Report the count of lines with "canvas" in the data below, and no other words.

Start of Provided data

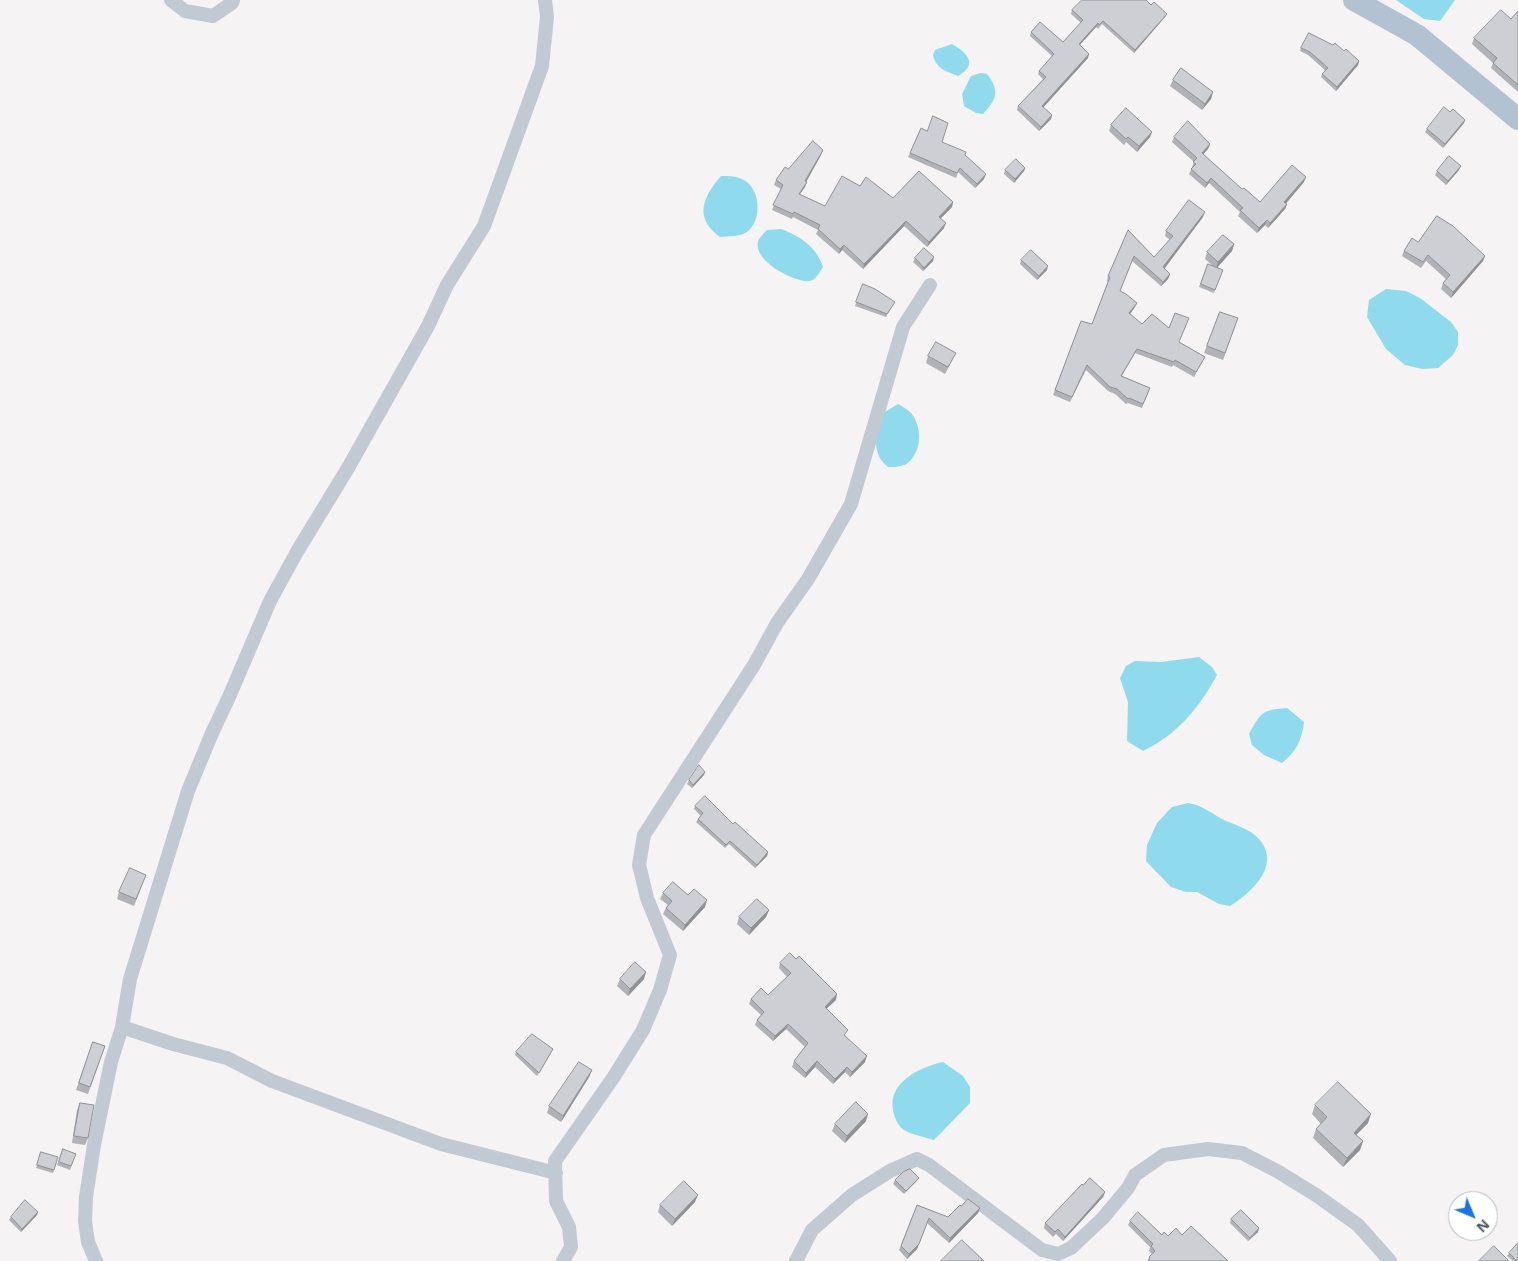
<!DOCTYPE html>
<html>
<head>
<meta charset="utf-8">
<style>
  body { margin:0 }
  #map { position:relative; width:1518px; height:1261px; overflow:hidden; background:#f5f3f3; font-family:"Open Sans",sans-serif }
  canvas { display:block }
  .north { position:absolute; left:1448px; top:1191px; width:50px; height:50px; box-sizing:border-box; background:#fff; border:1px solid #b7bbc0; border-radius:50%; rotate:135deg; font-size:14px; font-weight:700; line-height:20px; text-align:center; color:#4a5661 }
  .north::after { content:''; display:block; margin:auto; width:18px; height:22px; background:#1a73e8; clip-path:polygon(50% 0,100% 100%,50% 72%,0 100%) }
</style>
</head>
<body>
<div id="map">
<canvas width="1518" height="1261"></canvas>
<div class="north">N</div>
</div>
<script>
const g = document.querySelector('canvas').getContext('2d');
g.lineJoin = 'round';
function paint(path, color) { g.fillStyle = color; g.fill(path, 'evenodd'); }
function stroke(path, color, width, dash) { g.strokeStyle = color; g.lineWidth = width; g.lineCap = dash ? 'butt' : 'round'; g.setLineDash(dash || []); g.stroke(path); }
const water = new Path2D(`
  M1396,0H1455L1440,21L1424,19Z
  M952,44C967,53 979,64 958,76C946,71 936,69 933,55L935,50Z
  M981,73L987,74C1000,91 997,99 983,114L976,113L964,106L962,94L971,76Z
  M721,176C729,176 737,176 744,180C761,190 762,220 747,232C740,237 728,236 720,237C694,218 702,198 721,176Z
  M781,229C800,236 817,247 823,267C820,271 816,280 810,281C795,283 753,261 758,242C759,238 764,233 767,230Z
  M1386,289L1406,291L1420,298L1451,322L1458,332V345L1453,355L1438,368L1422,369L1405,365L1386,349L1367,317L1369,300Z
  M898,404C902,406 907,409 911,413C922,426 922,449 910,461C904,467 896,467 888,467C870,452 877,435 880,415Z
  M1199,657L1212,667L1217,675C1199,708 1177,735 1143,751L1127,741L1128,702L1120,678L1126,666L1135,661L1161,662Z
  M1287,708L1304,722C1302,740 1296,752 1282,763L1264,755L1252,745L1249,734C1261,712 1262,710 1287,708Z
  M1188,803C1201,805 1210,812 1222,819C1234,825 1249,828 1259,839C1282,865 1251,893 1230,906L1219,904L1197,892H1186L1171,887L1146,861L1147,845L1157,823L1172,807Z
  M943,1062L963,1076L970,1087V1103L934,1140C925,1137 912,1135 904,1130C898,1126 894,1117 893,1110C888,1082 920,1067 943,1062Z`);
const street = new Path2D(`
  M171,0L185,11L213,16L232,3L233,0
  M122,1027L173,1044L227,1058L272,1081L441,1144L556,1173
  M96,1261L88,1242L85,1221L86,1197L94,1145L111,1062L122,1027L130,979L188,791L212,733L229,697L270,601L298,550L348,468L428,326L447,285L484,226L542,66L547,17L545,0
  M563,1261L571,1247L569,1227L556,1201L555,1161L613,1078L643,1030L660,990L670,955L647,898L639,865L644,835L754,665L777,623L808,579L851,504L903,327L930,285
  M796,1261L812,1230L852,1195L890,1171L917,1159L929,1165L1042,1250L1058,1254L1071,1248L1103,1218L1128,1188L1135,1175L1164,1155L1208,1149L1242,1153L1277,1171L1316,1195L1358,1225L1390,1261`);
const primary = new Path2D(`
  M1354,0L1417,35L1518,119`);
const wall = new Path2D(`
  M1151,5L1167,14L1165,17L1134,53L1102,24L1098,29L1096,27L1080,45L1088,58L1043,107L1052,115L1051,119L1039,131L1017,110L1018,106L1043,79L1038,74L1039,71L1052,56L1030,36L1031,32L1063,42L1081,23L1071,14L1072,10Z
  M1518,11V92L1491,68L1493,63L1472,44L1474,38L1511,19Z
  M1301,48L1344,51L1359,61L1358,65L1336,91L1321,77L1322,74L1325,70L1308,55L1300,51Z
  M1173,80L1213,92L1211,99L1202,110L1170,86Z
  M1450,112L1465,120L1464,123L1443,148L1425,132L1427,129Z
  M1111,125L1152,132L1150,137L1137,152L1126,142L1124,145L1109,131Z
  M1174,137L1210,144L1208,149L1203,154L1242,189L1260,202L1304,182L1286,203L1287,204L1285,209L1268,228L1265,225L1257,233L1238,216L1240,212L1209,183L1205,188L1189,174L1192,168V167L1194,162L1172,142Z
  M942,142L965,155L984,179L975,188L958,172L956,178L908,157L910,153Z
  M821,155L806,181L805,187L800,194L825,206L860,186L893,198L953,202L952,207L941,218L944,228L927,247L904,226L863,269L842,250L839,254L816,234L818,230L793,217L792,219L772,210L781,189L774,185L776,180L788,169Z
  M1025,168L1024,171L1014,183L1004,174L1005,170Z
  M1459,170L1446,185L1435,175L1437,171Z
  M1203,217L1164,268L1170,274L1168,279L1161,286L1132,261L1120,291L1135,307L1130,314L1142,324L1179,342L1205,357L1194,377L1173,365L1172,367L1135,353L1122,376L1150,388L1142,408L1128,403L1126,404L1115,394L1108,391L1086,370L1070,402L1053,395L1081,321L1092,324L1108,282L1107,281L1108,276L1128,230L1154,257L1170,240L1165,236L1166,231Z
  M1418,242L1485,256L1483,261L1451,298L1441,289L1443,283L1446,279L1426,261L1421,268L1402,256L1404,251Z
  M1234,244L1232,251L1217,267L1223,270L1214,293L1199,287L1208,264L1213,266L1205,259L1207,252Z
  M915,258L933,261L923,271L913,262Z
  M1021,260L1047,270L1037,280L1020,264Z
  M863,284L893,305L886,317L855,306Z
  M1220,312L1238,318L1223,360L1204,353Z
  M928,356L953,359L945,374L926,363Z
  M704,775L692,788L687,784L689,780Z
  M695,806L733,824L768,852L767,856L755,868L729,844L725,848L696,822L698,819L701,816L694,809Z
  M146,875L134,906L117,899L119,892Z
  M663,893L688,895L705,907L683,931L663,914L666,908L668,905L660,899Z
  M769,910L766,917L749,935L737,924L739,917Z
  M780,963L836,1000L826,1009L865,1062L850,1077L845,1072L833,1084L815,1067L805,1078L792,1067L794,1061L805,1047L786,1029L773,1041L755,1025L757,1020L761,1015L749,1004L751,999L768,995L787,977L779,968Z
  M620,979H644L628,996L617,986Z
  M93,1042L105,1046L88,1094L76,1090Z
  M553,1049L537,1076L515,1055L516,1052Z
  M592,1070L589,1077L561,1122L547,1113L549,1106Z
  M80,1103L88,1138L85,1145L72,1143L77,1110Z
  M1315,1105L1368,1123L1356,1135L1363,1141L1360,1150L1343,1167L1313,1138L1316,1129L1321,1124L1312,1114Z
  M866,1121L845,1143L832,1131L835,1124Z
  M63,1149L76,1154L70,1170L57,1165Z
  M41,1152L58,1157L53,1173L36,1168Z
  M895,1180L917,1181L904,1194L893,1184Z
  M1083,1185L1105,1192L1103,1197L1063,1241L1056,1234L1053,1237L1044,1228L1045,1223Z
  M695,1202L672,1226L658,1212L660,1205Z
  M917,1205L948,1217L961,1206L980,1208L978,1213L949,1243L927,1223L917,1249L907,1259L899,1250Z
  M37,1215L21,1232L9,1220L11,1217Z
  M1231,1219L1258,1232L1248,1241L1230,1223Z
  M1130,1221L1162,1235L1168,1236L1182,1235L1148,1261L1149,1257L1152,1254L1149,1251L1150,1247L1128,1225Z
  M1509,1253L1518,1261H1513L1507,1256Z`);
const shadedWall = new Path2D(`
  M1167,14L1165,17L1134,53L1135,50Z
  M1098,23L1096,27L1077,48L1079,44Z
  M1089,54L1088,58L1041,110L1042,106Z
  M1359,61L1358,65L1336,91L1337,87Z
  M1213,92L1211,99L1202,110L1205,104Z
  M1052,115L1051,119L1039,131L1041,127Z
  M1465,120L1464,123L1443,148L1445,144Z
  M1152,132L1150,137L1137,152L1139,146Z
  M1210,144L1208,149L1200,158L1202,153Z
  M823,150L821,155L804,186L805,181Z
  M1461,166L1459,170L1446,185L1448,181Z
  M1025,168L1024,171L1014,183L1015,179Z
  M986,174L984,179L975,188L977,184Z
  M1306,177L1304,182L1283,207L1284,202Z
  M1211,178L1209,183L1205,188L1207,183Z
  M807,182L805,187L797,198L799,194Z
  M953,202L952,207L937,222L939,217Z
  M1287,204L1285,209L1268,228L1270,223Z
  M1205,212L1203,217L1162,272L1163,267Z
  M1267,220L1265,225L1257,233L1259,228Z
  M906,221L904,226L863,269L864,264Z
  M946,223L944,228L927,247L929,242Z
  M1234,244L1232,251L1216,269L1218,262Z
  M844,245L842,250L839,254L840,249Z
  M1485,256L1483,261L1451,298L1453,292Z
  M934,257L933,261L923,271L924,268Z
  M1048,266L1047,270L1037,280L1039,276Z
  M1170,274L1168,279L1161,286L1163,282Z
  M1137,303L1135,307L1127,318L1129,313Z
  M705,772L704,775L692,788L693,785Z
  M768,852L767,856L755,868L757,865Z
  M707,900L705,907L683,931L685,925Z
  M769,910L766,917L749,935L751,928Z
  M646,972L644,979L628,996L630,989Z
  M837,994L836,1000L823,1012L825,1007Z
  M788,1024L786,1029L773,1041L775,1036Z
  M867,1056L865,1062L850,1077L852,1072Z
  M817,1061L815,1067L805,1078L806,1073Z
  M847,1067L845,1072L833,1084L835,1079Z
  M592,1070L589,1077L561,1122L563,1116Z
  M868,1114L866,1121L845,1143L847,1136Z
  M1371,1114L1368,1123L1350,1141L1354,1133Z
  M1363,1141L1360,1150L1343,1167L1347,1158Z
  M1105,1192L1103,1197L1063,1241L1065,1237Z
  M698,1195L695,1202L672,1226L675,1219Z
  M980,1208L978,1213L949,1243L950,1238Z
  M38,1212L37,1215L21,1232L22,1229Z
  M929,1218L917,1249L907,1259L909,1254Z
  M1259,1228L1258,1232L1248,1241L1250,1238Z`);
const building = new Path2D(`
  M1082,0H1146L1151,5L1154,2L1167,14L1135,50L1103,21L1099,25L1098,23L1079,44L1089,54L1042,106L1052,115L1041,127L1018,106L1046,77L1039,71L1054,54L1031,32L1040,22L1063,42L1083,20L1072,10Z
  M1501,10L1511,19L1518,11V85L1493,63L1497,58L1474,38Z
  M1309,33L1333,45L1335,43L1344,51L1346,49L1359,61L1337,87L1322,74L1328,68L1310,52L1301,48Z
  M1181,68L1213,92L1205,104L1173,80Z
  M1444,107L1450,112L1453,109L1465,120L1445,144L1427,129Z
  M1126,108L1152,132L1139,146L1128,137L1126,139L1111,125Z
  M933,116L948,123L942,142L966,152L965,155L986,174L977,184L960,168L957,173L910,153L921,128L927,131Z
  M1188,121L1210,144L1202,153L1242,189L1244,188L1260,202L1292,165L1306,177L1284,202L1287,204L1270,223L1267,220L1259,228L1240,210L1243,208L1211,178L1207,183L1191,169L1196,164L1193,162L1197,158L1174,137Z
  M813,141L823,150L805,181L807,182L799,194L825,206L842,176L860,186L866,177L893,198L919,171L953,202L939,217L946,223L929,242L906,221L864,264L844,245L840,249L818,229L820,225L794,212L793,214L773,205L783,185L776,180L785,167L788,169Z
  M1449,156L1461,166L1448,181L1437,171Z
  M1016,159L1025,168L1015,179L1005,170Z
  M1189,200L1205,212L1163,267L1170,274L1163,282L1134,256L1120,291L1126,294L1137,303L1129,313L1142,324L1152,314L1169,328L1175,313L1189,318L1179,342L1205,357L1196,372L1175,360L1174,362L1137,349L1121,376L1150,388L1143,404L1129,398L1128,399L1117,389L1110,387L1087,365L1072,397L1055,390L1081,321L1092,324L1110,277L1108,276L1128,230L1154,257L1173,236L1166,231Z
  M1437,216L1453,226L1485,256L1453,292L1443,283L1450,275L1428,255L1423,262L1404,251L1412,238L1418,242Z
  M1223,235L1234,244L1218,262L1207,252Z
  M924,248L934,257L924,268L915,258Z
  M1031,250L1048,266L1039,276L1021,260Z
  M1208,264L1223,270L1215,290L1201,284Z
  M863,284L875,289L895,302L887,314L856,302Z
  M1220,312L1238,318L1225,353L1207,346Z
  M936,342L956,353L948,367L928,356Z
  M699,765L705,772L693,785L689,780Z
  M705,796L733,824L735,822L768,852L757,865L730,841L726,845L698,819L703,813L695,806Z
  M130,868L146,875L136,899L119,892Z
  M673,882L688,895L694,889L707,900L685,925L666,908L672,901L663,893Z
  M757,899L769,910L751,928L739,917Z
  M790,953L796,959L799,956L837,994L825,1007L848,1030L844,1035L867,1056L852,1072L847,1067L835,1079L817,1061L806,1073L794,1061L808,1043L788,1024L775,1036L757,1020L764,1012L751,999L761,988L768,995L791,973L780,963Z
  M635,962L646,972L630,989L620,979Z
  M532,1034L553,1049L539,1073L516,1052Z
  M93,1042L105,1046L90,1087L79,1083Z
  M579,1062L592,1070L563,1116L549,1106Z
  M1338,1082L1371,1114L1354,1133L1363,1141L1347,1158L1316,1129L1327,1117L1315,1105Z
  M856,1102L868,1114L847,1136L835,1124Z
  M80,1103L94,1105L88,1138L74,1136Z
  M63,1149L76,1154L71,1166L59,1162Z
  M41,1152L58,1157L54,1170L37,1165Z
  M910,1169L919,1178L906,1191L895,1180L903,1172Z
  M1090,1178L1105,1192L1065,1237L1058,1229L1055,1232L1045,1223L1082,1184L1083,1185Z
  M684,1181L698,1195L675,1219L660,1205Z
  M968,1199L980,1208L950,1238L929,1218L919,1244L909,1254L901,1246L917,1205L948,1217L960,1205L961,1206Z
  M25,1200L38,1212L22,1229L11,1217Z
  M1241,1210L1259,1228L1250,1238L1231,1219Z
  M1138,1212L1162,1235L1164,1232L1168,1236L1176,1228L1182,1235L1191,1226L1228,1261H1148L1150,1258L1149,1257L1155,1251L1151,1246L1153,1244L1130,1221Z
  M962,1240L984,1261H941Z
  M1518,1243V1261H1517L1509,1253Z
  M1494,1246L1509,1261H1479Z`);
paint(water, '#90daee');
stroke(street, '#c1cad2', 14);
stroke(primary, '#b3c2d1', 22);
paint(wall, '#b0b2b7');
paint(shadedWall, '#909195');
paint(building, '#cdcfd5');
stroke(building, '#909195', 1);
</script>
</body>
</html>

End of Provided data

Output below —
3